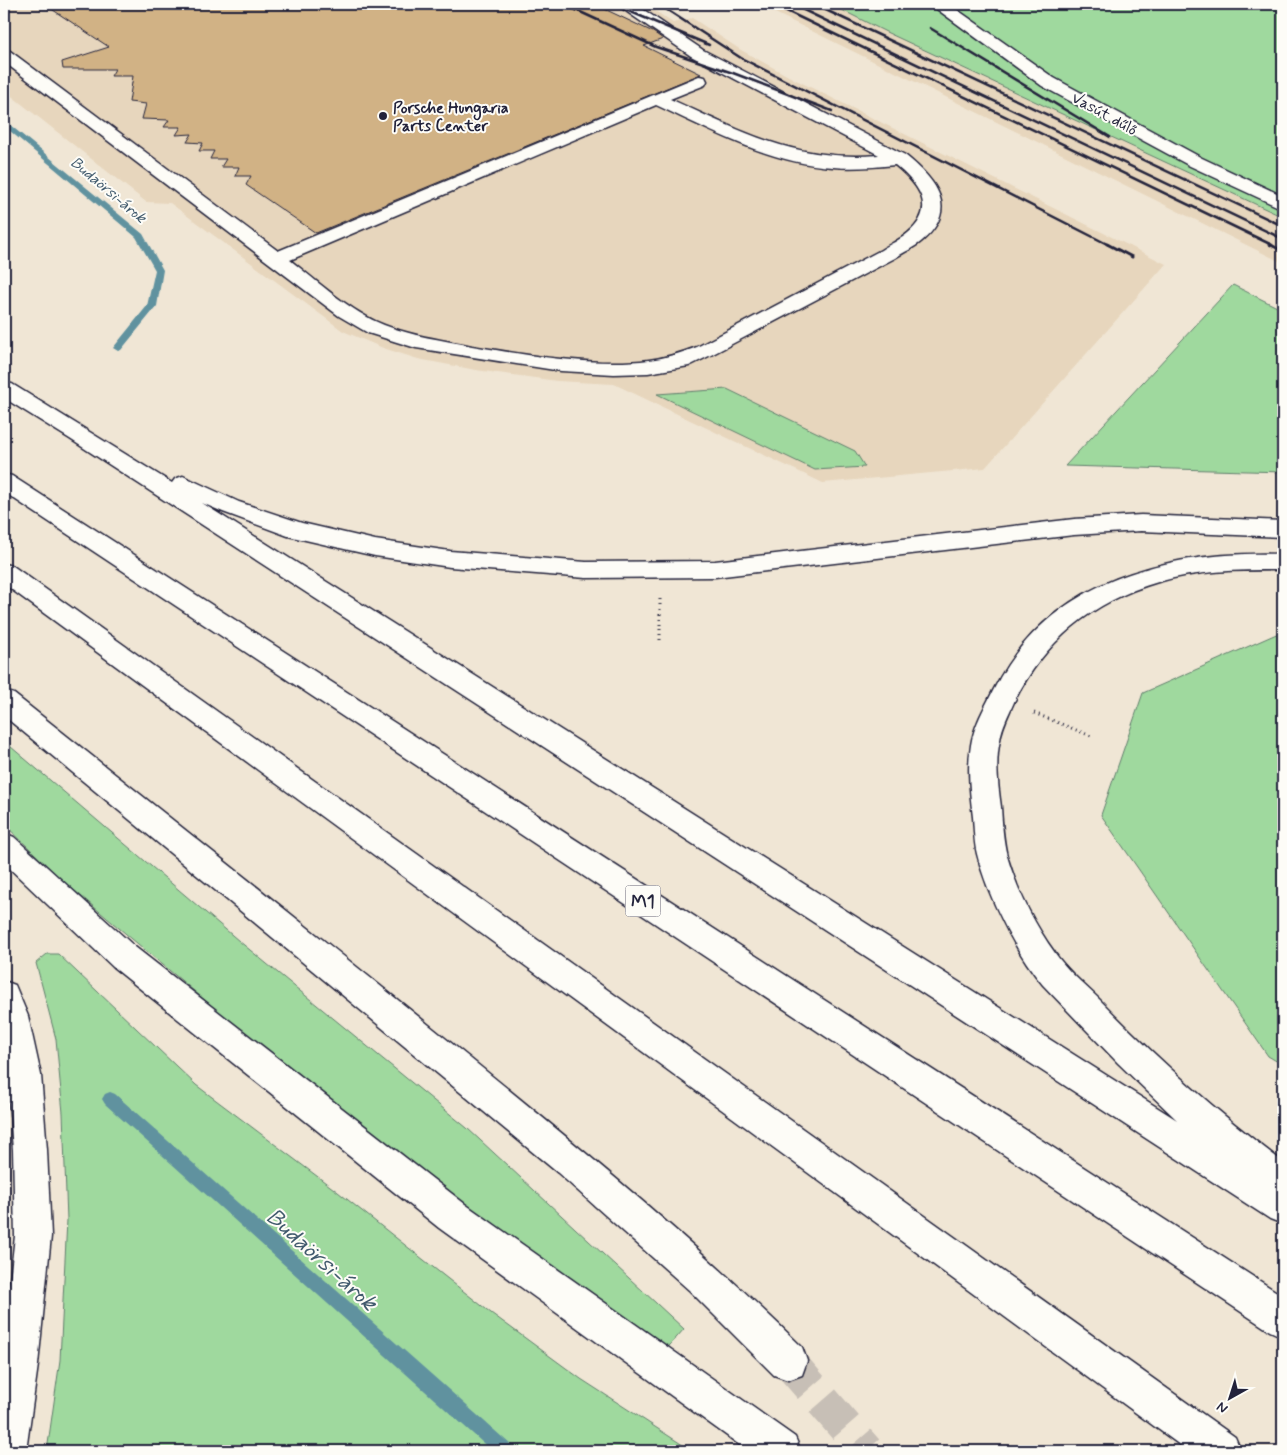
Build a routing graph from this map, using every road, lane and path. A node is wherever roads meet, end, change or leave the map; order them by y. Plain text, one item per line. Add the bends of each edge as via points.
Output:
1 (624, 4) edge
2 (939, 4) edge
3 (4, 54) edge
4 (699, 81) dead end
5 (656, 99) junction
6 (899, 159) junction
7 (1283, 203) edge
8 (277, 259) junction
9 (4, 389) edge
10 (78, 434) junction
11 (4, 482) edge
12 (1283, 529) edge
13 (1283, 562) edge
14 (660, 569) junction
15 (4, 572) edge
16 (660, 644) dead end
17 (1000, 700) junction
18 (4, 701) edge
19 (1091, 736) dead end
20 (4, 845) edge
21 (4, 995) edge
22 (1283, 1183) edge
23 (1283, 1207) edge
24 (1283, 1318) edge
25 (788, 1361) tunnel mouth
26 (6, 1451) edge
27 (781, 1451) edge
28 (1221, 1451) edge

1 - 6 main road via 704,57
2 - 7 main road, Vasút dűlő via 1048,82 1196,162
3 - 8 main road
4 - 5 main road
5 - 6 main road via 745,139 812,159 862,162
5 - 8 main road
6 - 8 main road via 928,187 932,202 932,215 915,237 704,351 681,361 648,367 561,365 416,342 376,328 346,312
9 - 10 main road
10 - 14 main road via 231,507 297,530 375,548 450,559 586,570
10 - 23 main road
11 - 24 main road, M1
12 - 14 main road via 1141,523 1074,527 715,569
13 - 17 main road via 1229,561 1187,567 1146,576 1107,591 1071,613 1039,639 1016,668
14 - 16 path
15 - 28 main road
17 - 19 path
17 - 22 main road via 986,740 984,787 993,859 1010,902 1044,964 1112,1036 1202,1119
18 - 25 main road via 572,1161 683,1258
20 - 27 main road via 124,957 452,1216
21 - 26 main road via 12,1016 24,1075 33,1236

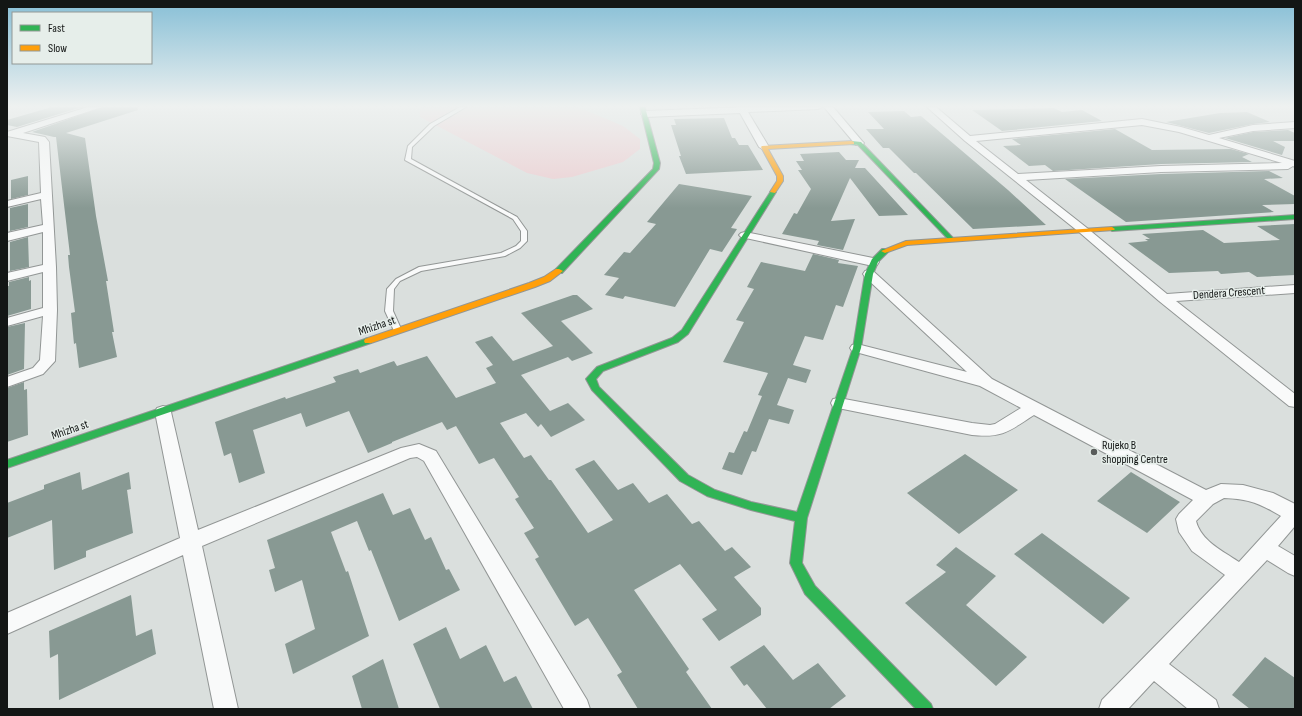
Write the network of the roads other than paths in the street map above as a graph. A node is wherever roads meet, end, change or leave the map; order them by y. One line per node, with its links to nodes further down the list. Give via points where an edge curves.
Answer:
1 (43, 140): 12 (street)
2 (417, 140): 27 (lane, via 410,148 408,160 515,218 524,231 524,241 503,255 419,269 398,280 391,289 389,311)
3 (651, 140): 27 (street, Mhizha st, via 656,169 559,271 532,285)
4 (761, 140): 9 (street)
5 (857, 140): 8 (street)
6 (970, 140): 11 (street)
7 (1217, 140): 10 (street)
8 (859, 143): 9 (street); 19 (street)
9 (764, 146): 17 (street, via 780,176 780,181)
10 (1295, 165): 11 (street)
11 (1017, 177): 16 (street)
12 (46, 195): 13 (street); 15 (street)
13 (7, 204)
14 (1295, 217): 16 (street)
15 (49, 227): 18 (street); 20 (street)
16 (1083, 230): 19 (street); 24 (street)
17 (744, 235): 21 (street); 38 (street, via 685,332 675,340 600,369 591,379 595,388 684,478 711,493)
18 (7, 237)
19 (951, 239): 21 (street, via 896,245 884,250)
20 (50, 267): 22 (street); 25 (street)
21 (871, 268): 28 (street); 30 (street)
22 (7, 277)
23 (1295, 289): 24 (street, Dendera Crescent)
24 (1164, 298): 31 (street)
25 (50, 310): 26 (street); 29 (street, via 47,361 38,371)
26 (7, 322)
27 (398, 332): 34 (street, Mhizha st)
28 (857, 348): 30 (street); 32 (street)
29 (7, 382)
30 (986, 382): 33 (street)
31 (1295, 402)
32 (839, 403): 33 (street, via 990,431 1001,428); 38 (street)
33 (1034, 407): 36 (street)
34 (163, 412): 35 (street, Mhizha st); 39 (street)
35 (7, 464)
36 (1206, 499): 37 (street, via 1221,491 1243,492 1266,498); 42 (street, via 1186,519 1190,532 1199,545)
37 (1294, 513): 40 (street)
38 (801, 518): 47 (street, via 796,563 810,590)
39 (191, 542): 43 (street); 45 (street); 46 (street, via 407,452 419,450 430,456)
40 (1265, 548): 41 (street); 42 (street)
41 (1295, 567)
42 (1240, 574): 44 (street)
43 (7, 624)
44 (1153, 666): 48 (street); 49 (street)
45 (226, 709)
46 (578, 709)
47 (926, 709)
48 (1111, 709)
49 (1207, 709)

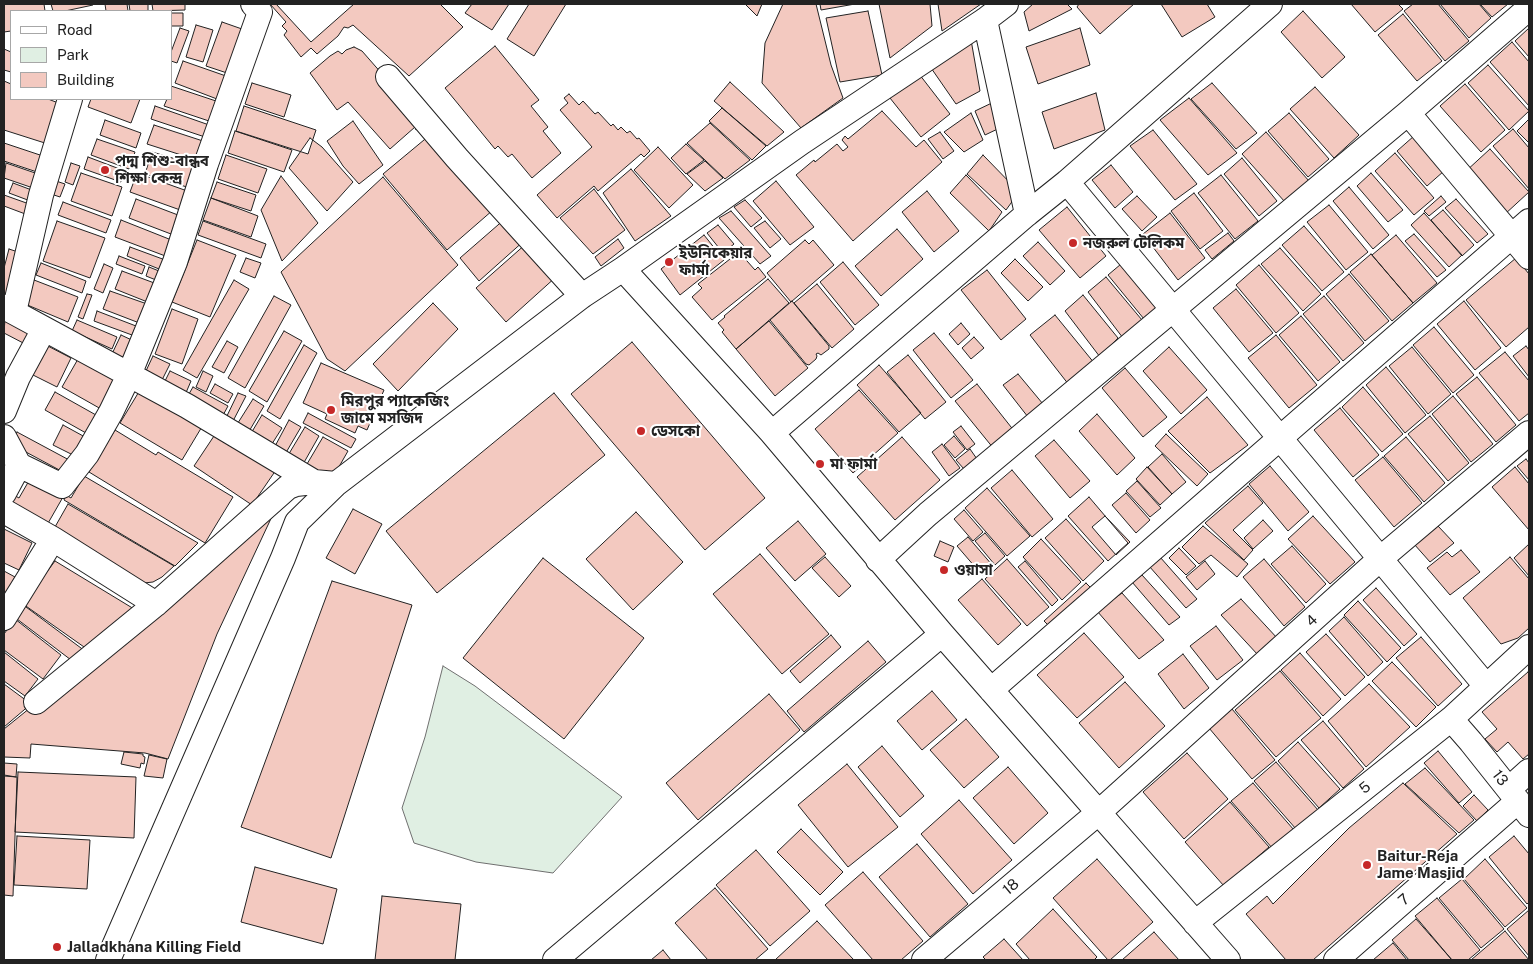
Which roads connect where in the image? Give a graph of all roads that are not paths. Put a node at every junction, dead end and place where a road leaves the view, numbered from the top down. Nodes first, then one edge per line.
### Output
1 (253, 4) edge
2 (1006, 4) edge
3 (1270, 4) edge
4 (1529, 8) edge
5 (985, 20) junction
6 (388, 77) dead end
7 (70, 100) edge
8 (1408, 113) junction
9 (1067, 182) junction
10 (1027, 214) junction
11 (1529, 221) edge
12 (1511, 236) junction
13 (1529, 257) edge
14 (623, 269) junction
15 (582, 296) junction
16 (9, 309) edge
17 (1173, 309) junction
18 (44, 329) junction
19 (129, 375) junction
20 (4, 411) edge
21 (772, 433) junction
22 (1529, 434) edge
23 (4, 437) edge
24 (1279, 437) junction
25 (18, 465) junction
26 (325, 483) junction
27 (4, 493) edge
28 (4, 511) edge
29 (53, 539) junction
30 (1380, 558) junction
31 (878, 560) junction
32 (156, 604) junction
33 (4, 618) edge
34 (942, 634) junction
35 (1529, 647) edge
36 (1486, 686) junction
37 (991, 690) junction
38 (36, 702) dead end
39 (1451, 719) junction
40 (1529, 771) edge
41 (1518, 802) edge
42 (1098, 813) junction
43 (1195, 923) junction
44 (108, 960) edge
45 (555, 960) edge
46 (924, 960) edge
47 (1228, 960) edge
48 (1336, 960) edge

1 - 19 street
2 - 5 street
3 - 9 street
4 - 8 street
5 - 10 street
5 - 14 street
6 - 15 street
7 - 16 street
8 - 12 street
8 - 17 street
9 - 10 street
9 - 17 street
10 - 21 street
11 - 12 street
12 - 13 street
12 - 24 street
14 - 15 street
14 - 21 street
15 - 26 street
16 - 18 street
17 - 24 street
17 - 31 street
18 - 19 street
18 - 20 street
19 - 25 street
19 - 26 street
21 - 31 street
22 - 30 street, 4
23 - 25 street
24 - 30 street
24 - 37 street
25 - 27 street
26 - 32 street
26 - 44 street
28 - 29 street
29 - 32 street
29 - 33 street
30 - 36 street
30 - 42 street, 4
31 - 34 street
32 - 38 street
34 - 37 street
34 - 45 street
35 - 36 street, 5
36 - 39 street, 5
37 - 42 street
39 - 41 street, 13
39 - 43 street, 5
40 - 41 street, 7
41 - 48 street, 7
42 - 43 street
42 - 46 street, 18
43 - 47 street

## WORK REQUIRED
Print the material above exactly as it appears, but not its pictures.

## RESPONSE TO THIS EXERCISE
Build a routing graph from this map, using every road, lane and path. A node is wherever roads meet, end, change or leave the map; order them by y. Plain text, one item per line. Add the bends of each edge as via points.
Output:
1 (624, 4) edge
2 (939, 4) edge
3 (4, 54) edge
4 (699, 81) dead end
5 (656, 99) junction
6 (899, 159) junction
7 (1283, 203) edge
8 (277, 259) junction
9 (4, 389) edge
10 (78, 434) junction
11 (4, 482) edge
12 (1283, 529) edge
13 (1283, 562) edge
14 (660, 569) junction
15 (4, 572) edge
16 (660, 644) dead end
17 (1000, 700) junction
18 (4, 701) edge
19 (1091, 736) dead end
20 (4, 845) edge
21 (4, 995) edge
22 (1283, 1183) edge
23 (1283, 1207) edge
24 (1283, 1318) edge
25 (788, 1361) tunnel mouth
26 (6, 1451) edge
27 (781, 1451) edge
28 (1221, 1451) edge

1 - 6 main road via 704,57
2 - 7 main road, Vasút dűlő via 1048,82 1196,162
3 - 8 main road
4 - 5 main road
5 - 6 main road via 745,139 812,159 862,162
5 - 8 main road
6 - 8 main road via 928,187 932,202 932,215 915,237 704,351 681,361 648,367 561,365 416,342 376,328 346,312
9 - 10 main road
10 - 14 main road via 231,507 297,530 375,548 450,559 586,570
10 - 23 main road
11 - 24 main road, M1
12 - 14 main road via 1141,523 1074,527 715,569
13 - 17 main road via 1229,561 1187,567 1146,576 1107,591 1071,613 1039,639 1016,668
14 - 16 path
15 - 28 main road
17 - 19 path
17 - 22 main road via 986,740 984,787 993,859 1010,902 1044,964 1112,1036 1202,1119
18 - 25 main road via 572,1161 683,1258
20 - 27 main road via 124,957 452,1216
21 - 26 main road via 12,1016 24,1075 33,1236

Write the network of the roads other than paths in the street map above as a graph. A node is wherever roads meet, end, change or leave the map; order them by y. One line per node, with its links to nodes further down the list. Give via points where an edge curves.
Answer:
1 (43, 140): 12 (street)
2 (417, 140): 27 (lane, via 410,148 408,160 515,218 524,231 524,241 503,255 419,269 398,280 391,289 389,311)
3 (651, 140): 27 (street, Mhizha st, via 656,169 559,271 532,285)
4 (761, 140): 9 (street)
5 (857, 140): 8 (street)
6 (970, 140): 11 (street)
7 (1217, 140): 10 (street)
8 (859, 143): 9 (street); 19 (street)
9 (764, 146): 17 (street, via 780,176 780,181)
10 (1295, 165): 11 (street)
11 (1017, 177): 16 (street)
12 (46, 195): 13 (street); 15 (street)
13 (7, 204)
14 (1295, 217): 16 (street)
15 (49, 227): 18 (street); 20 (street)
16 (1083, 230): 19 (street); 24 (street)
17 (744, 235): 21 (street); 38 (street, via 685,332 675,340 600,369 591,379 595,388 684,478 711,493)
18 (7, 237)
19 (951, 239): 21 (street, via 896,245 884,250)
20 (50, 267): 22 (street); 25 (street)
21 (871, 268): 28 (street); 30 (street)
22 (7, 277)
23 (1295, 289): 24 (street, Dendera Crescent)
24 (1164, 298): 31 (street)
25 (50, 310): 26 (street); 29 (street, via 47,361 38,371)
26 (7, 322)
27 (398, 332): 34 (street, Mhizha st)
28 (857, 348): 30 (street); 32 (street)
29 (7, 382)
30 (986, 382): 33 (street)
31 (1295, 402)
32 (839, 403): 33 (street, via 990,431 1001,428); 38 (street)
33 (1034, 407): 36 (street)
34 (163, 412): 35 (street, Mhizha st); 39 (street)
35 (7, 464)
36 (1206, 499): 37 (street, via 1221,491 1243,492 1266,498); 42 (street, via 1186,519 1190,532 1199,545)
37 (1294, 513): 40 (street)
38 (801, 518): 47 (street, via 796,563 810,590)
39 (191, 542): 43 (street); 45 (street); 46 (street, via 407,452 419,450 430,456)
40 (1265, 548): 41 (street); 42 (street)
41 (1295, 567)
42 (1240, 574): 44 (street)
43 (7, 624)
44 (1153, 666): 48 (street); 49 (street)
45 (226, 709)
46 (578, 709)
47 (926, 709)
48 (1111, 709)
49 (1207, 709)

Which roads connect where in the image? Give a graph of all roads that are not paths. Put a node at every junction, dead end and place where a road leaves the view, numbered from the top down. Nodes first, then one edge per line.
### Output
1 (253, 4) edge
2 (1006, 4) edge
3 (1270, 4) edge
4 (1529, 8) edge
5 (985, 20) junction
6 (388, 77) dead end
7 (70, 100) edge
8 (1408, 113) junction
9 (1067, 182) junction
10 (1027, 214) junction
11 (1529, 221) edge
12 (1511, 236) junction
13 (1529, 257) edge
14 (623, 269) junction
15 (582, 296) junction
16 (9, 309) edge
17 (1173, 309) junction
18 (44, 329) junction
19 (129, 375) junction
20 (4, 411) edge
21 (772, 433) junction
22 (1529, 434) edge
23 (4, 437) edge
24 (1279, 437) junction
25 (18, 465) junction
26 (325, 483) junction
27 (4, 493) edge
28 (4, 511) edge
29 (53, 539) junction
30 (1380, 558) junction
31 (878, 560) junction
32 (156, 604) junction
33 (4, 618) edge
34 (942, 634) junction
35 (1529, 647) edge
36 (1486, 686) junction
37 (991, 690) junction
38 (36, 702) dead end
39 (1451, 719) junction
40 (1529, 771) edge
41 (1518, 802) edge
42 (1098, 813) junction
43 (1195, 923) junction
44 (108, 960) edge
45 (555, 960) edge
46 (924, 960) edge
47 (1228, 960) edge
48 (1336, 960) edge

1 - 19 street
2 - 5 street
3 - 9 street
4 - 8 street
5 - 10 street
5 - 14 street
6 - 15 street
7 - 16 street
8 - 12 street
8 - 17 street
9 - 10 street
9 - 17 street
10 - 21 street
11 - 12 street
12 - 13 street
12 - 24 street
14 - 15 street
14 - 21 street
15 - 26 street
16 - 18 street
17 - 24 street
17 - 31 street
18 - 19 street
18 - 20 street
19 - 25 street
19 - 26 street
21 - 31 street
22 - 30 street, 4
23 - 25 street
24 - 30 street
24 - 37 street
25 - 27 street
26 - 32 street
26 - 44 street
28 - 29 street
29 - 32 street
29 - 33 street
30 - 36 street
30 - 42 street, 4
31 - 34 street
32 - 38 street
34 - 37 street
34 - 45 street
35 - 36 street, 5
36 - 39 street, 5
37 - 42 street
39 - 41 street, 13
39 - 43 street, 5
40 - 41 street, 7
41 - 48 street, 7
42 - 43 street
42 - 46 street, 18
43 - 47 street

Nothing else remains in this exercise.